» **Required work**: Each line of the listing that contains the word "Cliffbrook" is to be copied.

» **Data supplied**:
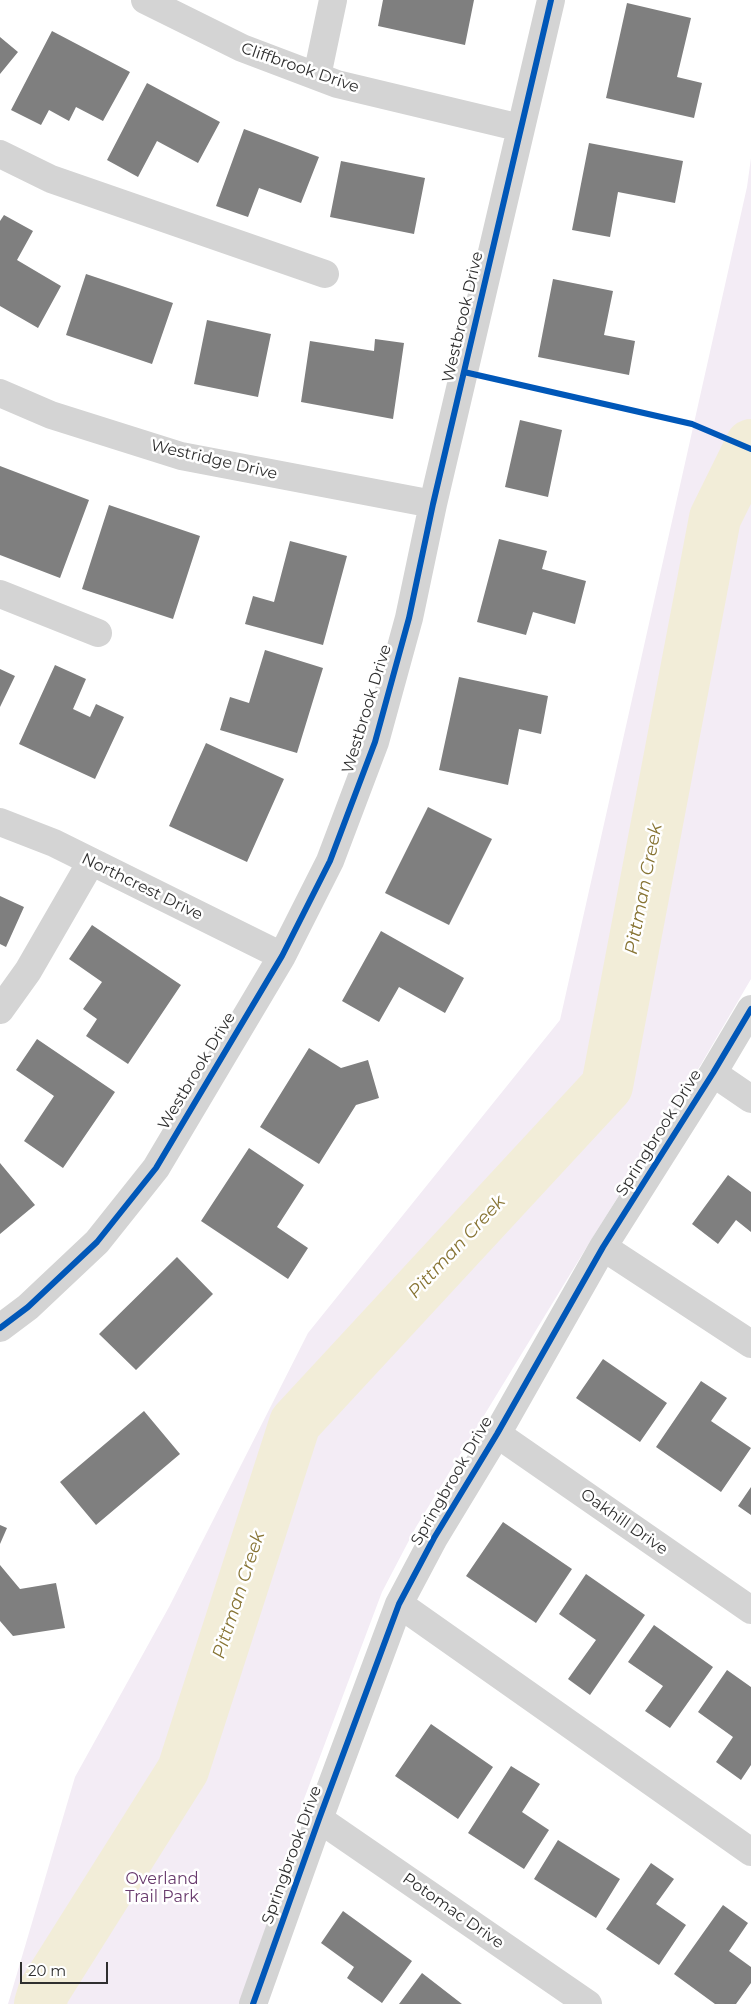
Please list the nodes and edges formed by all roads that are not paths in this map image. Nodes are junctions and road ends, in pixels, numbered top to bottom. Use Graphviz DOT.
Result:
graph roads {
  1 [pos="146,0"];
  2 [pos="333,0"];
  3 [pos="551,0"];
  4 [pos="317,76"];
  5 [pos="521,128"];
  6 [pos="0,154"];
  7 [pos="325,274"];
  8 [pos="0,393"];
  9 [pos="433,504"];
  10 [pos="0,594"];
  11 [pos="98,633"];
  12 [pos="0,822"];
  13 [pos="91,862"];
  14 [pos="282,956"];
  15 [pos="751,1009"];
  16 [pos="0,1010"];
  17 [pos="713,1073"];
  18 [pos="751,1099"];
  19 [pos="603,1247"];
  20 [pos="0,1328"];
  21 [pos="751,1344"];
  22 [pos="497,1434"];
  23 [pos="399,1604"];
  24 [pos="751,1610"];
  25 [pos="319,1819"];
  26 [pos="751,1852"];
  27 [pos="253,2004"];
  28 [pos="588,2004"];
  1 -- 4 [label="street, Cliffbrook Drive"];
  2 -- 4 [label="street"];
  3 -- 5 [label="street, Westbrook Drive"];
  4 -- 5 [label="street, Cliffbrook Drive"];
  5 -- 9 [label="street, Westbrook Drive"];
  6 -- 7 [label="street"];
  8 -- 9 [label="street, Westridge Drive"];
  9 -- 14 [label="street, Westbrook Drive"];
  10 -- 11 [label="street"];
  12 -- 13 [label="street, Northcrest Drive"];
  13 -- 14 [label="street, Northcrest Drive"];
  13 -- 16 [label="street"];
  14 -- 20 [label="street, Westbrook Drive"];
  15 -- 17 [label="street, Springbrook Drive"];
  17 -- 18 [label="street"];
  17 -- 19 [label="street, Springbrook Drive"];
  19 -- 21 [label="street"];
  19 -- 22 [label="street, Springbrook Drive"];
  22 -- 23 [label="street, Springbrook Drive"];
  22 -- 24 [label="street, Oakhill Drive"];
  23 -- 25 [label="street, Springbrook Drive"];
  23 -- 26 [label="street"];
  25 -- 27 [label="street, Springbrook Drive"];
  25 -- 28 [label="street, Potomac Drive"];
}
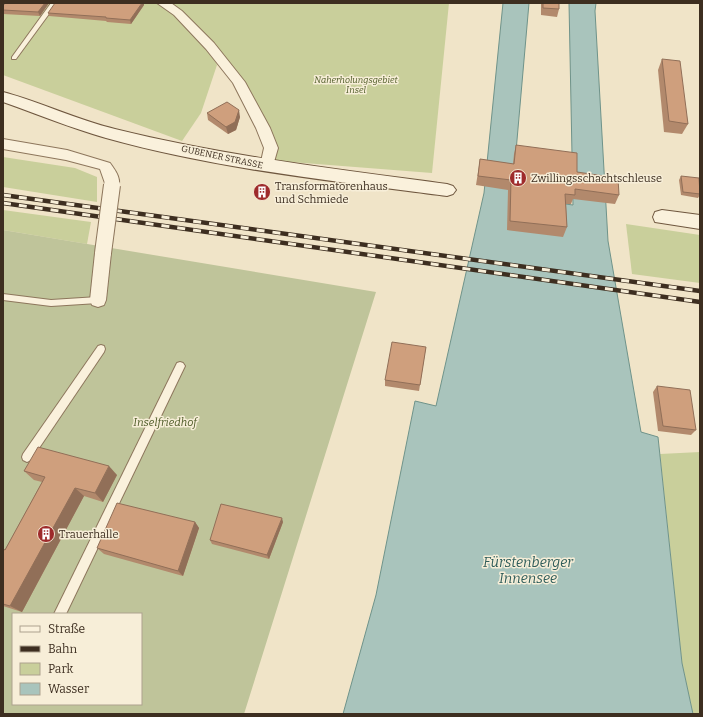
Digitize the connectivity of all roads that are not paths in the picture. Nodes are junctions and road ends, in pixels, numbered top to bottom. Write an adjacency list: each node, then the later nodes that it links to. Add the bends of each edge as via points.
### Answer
1 (54, 3): 3 (lane)
2 (163, 3): 6 (street, via 178,13 210,46 239,82 271,148)
3 (14, 58)
4 (3, 97): 6 (main road, GUBENER STRASSE, via 111,133)
5 (3, 144): 11 (street, bridge, via 67,155 105,166 112,179 112,185)
6 (267, 166): 7 (main road, GUBENER STRASSE)
7 (447, 190)
8 (662, 217): 9 (main road)
9 (700, 222)
10 (3, 297): 11 (lane, via 52,303)
11 (98, 300)
12 (101, 349): 14 (lane)
13 (180, 366): 15 (lane)
14 (27, 457)
15 (60, 613)

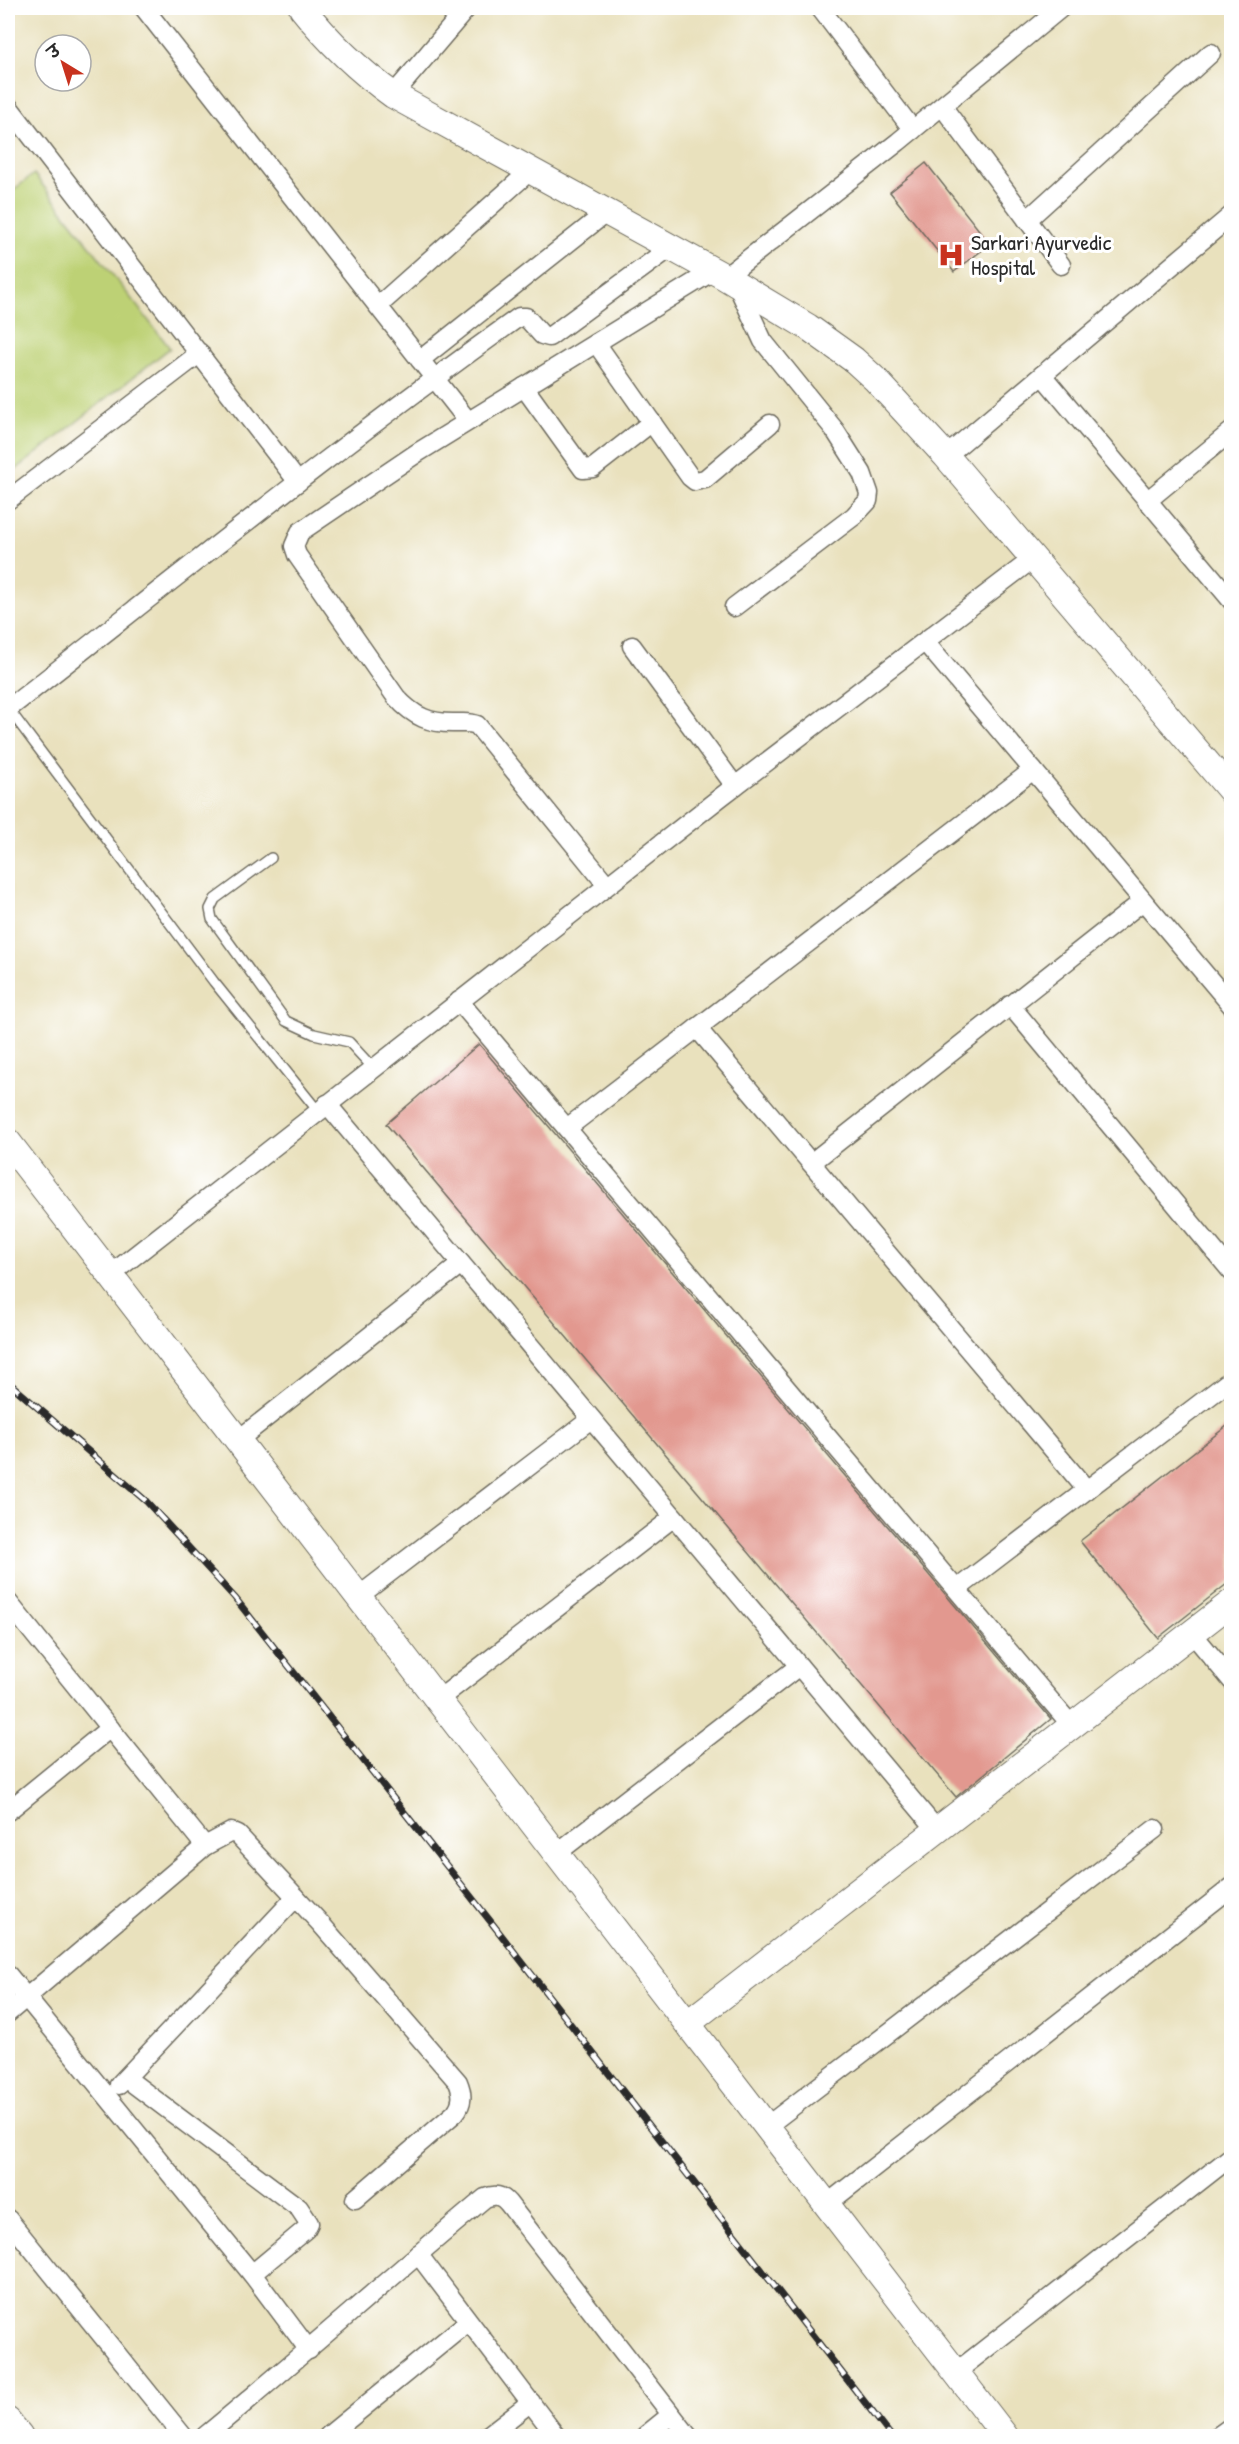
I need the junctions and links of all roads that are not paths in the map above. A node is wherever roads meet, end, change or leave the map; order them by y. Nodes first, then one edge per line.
1 (144, 8) edge
2 (302, 8) edge
3 (467, 8) edge
4 (820, 8) edge
5 (1061, 8) edge
6 (1211, 53) dead end
7 (393, 95) junction
8 (8, 106) edge
9 (942, 106) junction
10 (913, 130) junction
11 (531, 170) junction
12 (607, 212) junction
13 (1232, 215) edge
14 (1028, 220) junction
15 (670, 248) junction
16 (1061, 265) dead end
17 (725, 277) junction
18 (378, 306) junction
19 (596, 343) junction
20 (200, 353) junction
21 (420, 360) junction
22 (1042, 375) junction
23 (434, 377) junction
24 (524, 387) junction
25 (468, 421) junction
26 (652, 422) junction
27 (770, 423) dead end
28 (1232, 431) edge
29 (946, 456) junction
30 (298, 482) junction
31 (8, 500) edge
32 (1148, 501) junction
33 (1034, 558) junction
34 (1232, 601) edge
35 (734, 607) dead end
36 (925, 642) junction
37 (632, 646) dead end
38 (8, 709) edge
39 (1033, 770) junction
40 (735, 786) junction
41 (1232, 792) edge
42 (271, 858) dead end
43 (607, 885) junction
44 (1143, 901) junction
45 (459, 1001) junction
46 (1010, 1005) junction
47 (1232, 1006) edge
48 (697, 1028) junction
49 (373, 1068) junction
50 (323, 1108) junction
51 (567, 1128) junction
52 (8, 1142) edge
53 (811, 1163) junction
54 (461, 1264) junction
55 (1232, 1272) edge
56 (110, 1275) junction
57 (1232, 1379) edge
58 (591, 1419) junction
59 (238, 1440) junction
60 (1087, 1490) junction
61 (674, 1517) junction
62 (957, 1589) junction
63 (359, 1596) junction
64 (8, 1602) edge
65 (1232, 1602) edge
66 (1192, 1633) junction
67 (799, 1666) junction
68 (1232, 1681) edge
69 (439, 1699) junction
70 (1072, 1726) junction
71 (110, 1728) junction
72 (8, 1811) edge
73 (1155, 1828) dead end
74 (937, 1830) junction
75 (205, 1846) junction
76 (557, 1852) junction
77 (1232, 1887) edge
78 (296, 1897) junction
79 (8, 1975) edge
80 (26, 1997) junction
81 (8, 2013) edge
82 (688, 2023) junction
83 (126, 2078) junction
84 (108, 2097) junction
85 (767, 2126) junction
86 (1232, 2156) edge
87 (355, 2199) dead end
88 (827, 2204) junction
89 (8, 2219) edge
90 (418, 2254) junction
91 (252, 2274) junction
92 (468, 2322) junction
93 (309, 2350) junction
94 (956, 2372) junction
95 (531, 2402) junction
96 (671, 2415) junction
97 (8, 2421) edge
98 (1232, 2426) edge
99 (20, 2436) edge
100 (183, 2436) edge
101 (205, 2436) edge
102 (328, 2436) edge
103 (487, 2436) edge
104 (556, 2436) edge
105 (645, 2436) edge
106 (688, 2436) edge
107 (1005, 2436) edge
108 (1218, 2436) edge

1 - 18 street
2 - 7 street
3 - 7 street
4 - 10 street
5 - 9 street
6 - 14 street
7 - 11 street
8 - 20 street
9 - 10 street
9 - 14 street
10 - 17 street
11 - 12 street
11 - 18 street
12 - 15 street
12 - 21 street
13 - 22 street
14 - 16 street
15 - 17 street
15 - 23 street
17 - 19 street
17 - 29 street
17 - 35 street
18 - 21 street
19 - 24 street
19 - 26 street
20 - 30 street
20 - 31 street
21 - 23 street
22 - 29 street
22 - 32 street
23 - 25 street
23 - 30 street
24 - 25 street
24 - 26 street
25 - 43 street
26 - 27 street
28 - 32 street
29 - 33 street
30 - 38 street
32 - 34 street
33 - 36 street
33 - 41 street
36 - 39 street
36 - 40 street
37 - 40 street
38 - 50 lane
39 - 44 street
39 - 48 street
40 - 43 street
42 - 49 lane
43 - 45 street
44 - 46 street
44 - 47 street
45 - 49 street
45 - 51 street
46 - 53 street
46 - 55 street
48 - 51 street
48 - 53 street
49 - 50 street
50 - 54 street
50 - 56 street
51 - 62 street
52 - 56 street
53 - 60 street
54 - 58 street
54 - 59 street
56 - 59 street
57 - 60 street
58 - 61 street
58 - 63 street
59 - 63 street
60 - 62 street
61 - 67 street
61 - 69 street
62 - 70 street
63 - 69 street
64 - 71 street
65 - 66 street
66 - 68 street
66 - 70 street
67 - 74 street
67 - 76 street
69 - 76 street
70 - 74 street
71 - 72 street
71 - 75 street
73 - 85 street
74 - 82 street
75 - 78 street
75 - 80 street
76 - 82 street
77 - 88 street
78 - 83 street
78 - 87 street
79 - 80 street
80 - 81 street
80 - 84 street
82 - 85 street
83 - 84 street
83 - 91 street
84 - 91 street
85 - 88 street
86 - 94 street
88 - 94 street
89 - 100 street
90 - 92 street
90 - 93 street
90 - 96 street
91 - 93 street
92 - 95 street
92 - 102 street
93 - 101 street
94 - 107 street
95 - 103 street
95 - 104 street
96 - 105 street
96 - 106 street
97 - 99 street
98 - 108 street

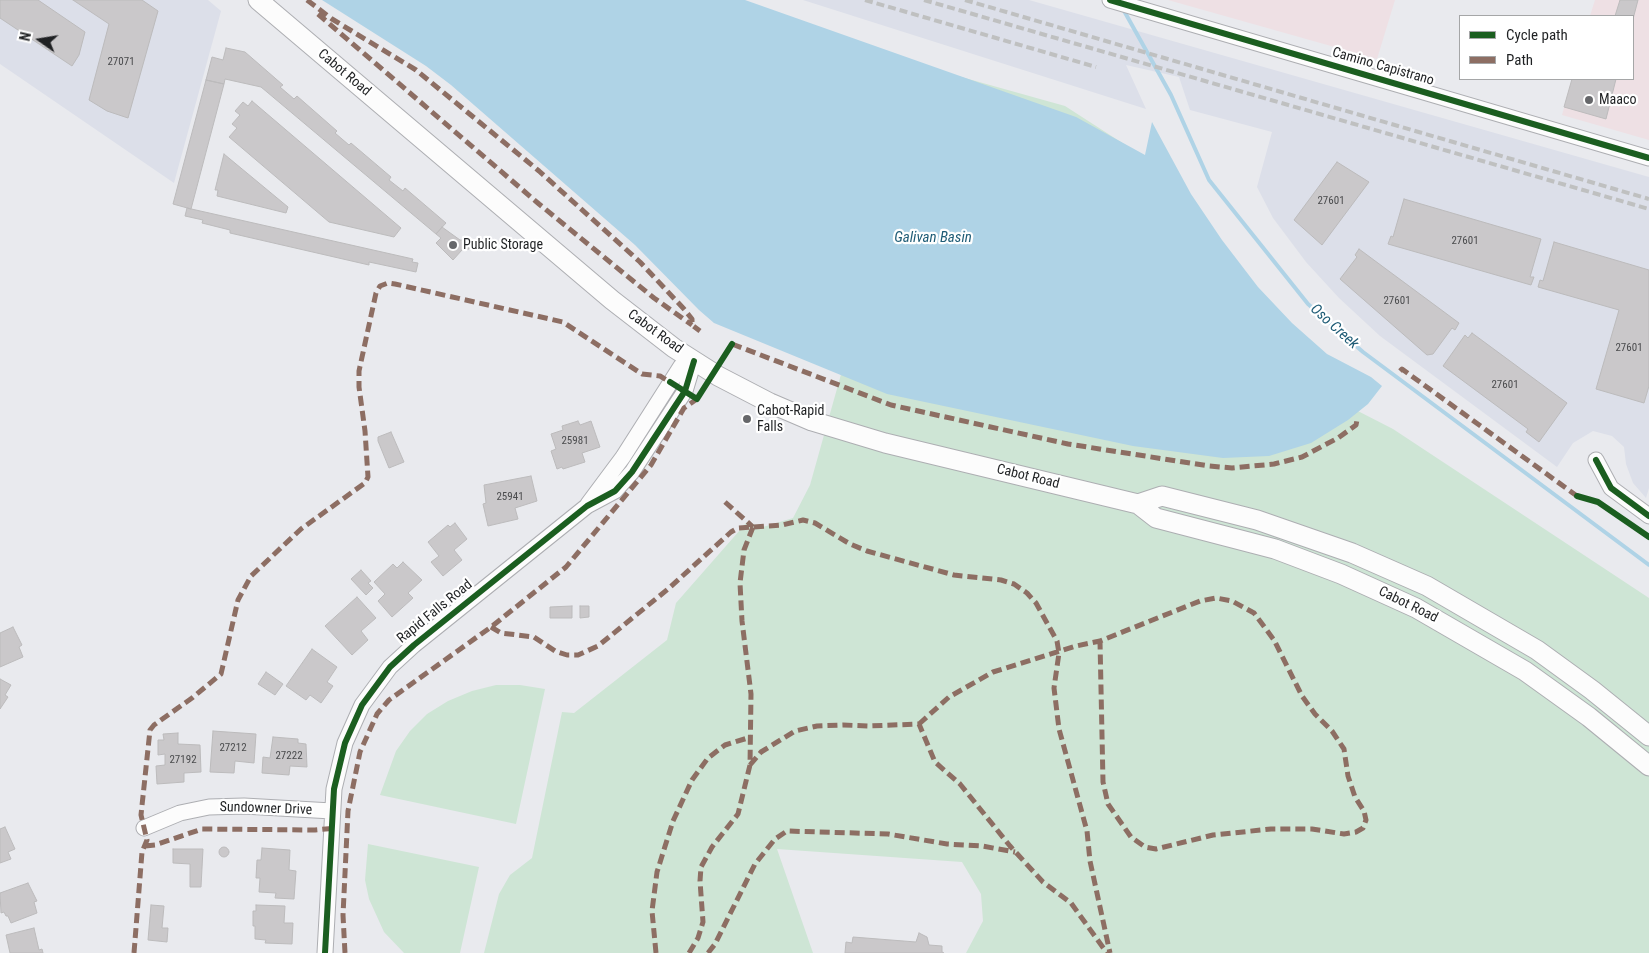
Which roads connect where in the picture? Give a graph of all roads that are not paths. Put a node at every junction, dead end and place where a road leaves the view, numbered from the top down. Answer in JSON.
{"nodes":[{"id":1,"x":258,"y":0,"type":"edge"},
{"id":2,"x":1110,"y":0,"type":"edge"},
{"id":3,"x":1649,"y":158,"type":"edge"},
{"id":4,"x":694,"y":361,"type":"junction"},
{"id":5,"x":1596,"y":460,"type":"dead end"},
{"id":6,"x":1138,"y":504,"type":"junction"},
{"id":7,"x":1649,"y":516,"type":"edge"},
{"id":8,"x":1649,"y":736,"type":"edge"},
{"id":9,"x":1649,"y":766,"type":"edge"},
{"id":10,"x":332,"y":811,"type":"junction"},
{"id":11,"x":144,"y":828,"type":"dead end"},
{"id":12,"x":325,"y":953,"type":"edge"}],
"edges":[{"from":1,"to":4,"type":"main road","name":"Cabot Road"},
{"from":2,"to":3,"type":"street","name":"Camino Capistrano"},
{"from":4,"to":6,"type":"main road","name":"Cabot Road"},
{"from":4,"to":10,"type":"street","name":"Rapid Falls Road"},
{"from":5,"to":7,"type":"street"},
{"from":6,"to":8,"type":"main road","name":"Cabot Road"},
{"from":6,"to":9,"type":"main road","name":"Cabot Road"},
{"from":10,"to":11,"type":"street","name":"Sundowner Drive"},
{"from":10,"to":12,"type":"street","name":"Rapid Falls Road"}]}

» **Response**:
  1 -- 4 [label="street, Cliffbrook Drive"];
  4 -- 5 [label="street, Cliffbrook Drive"];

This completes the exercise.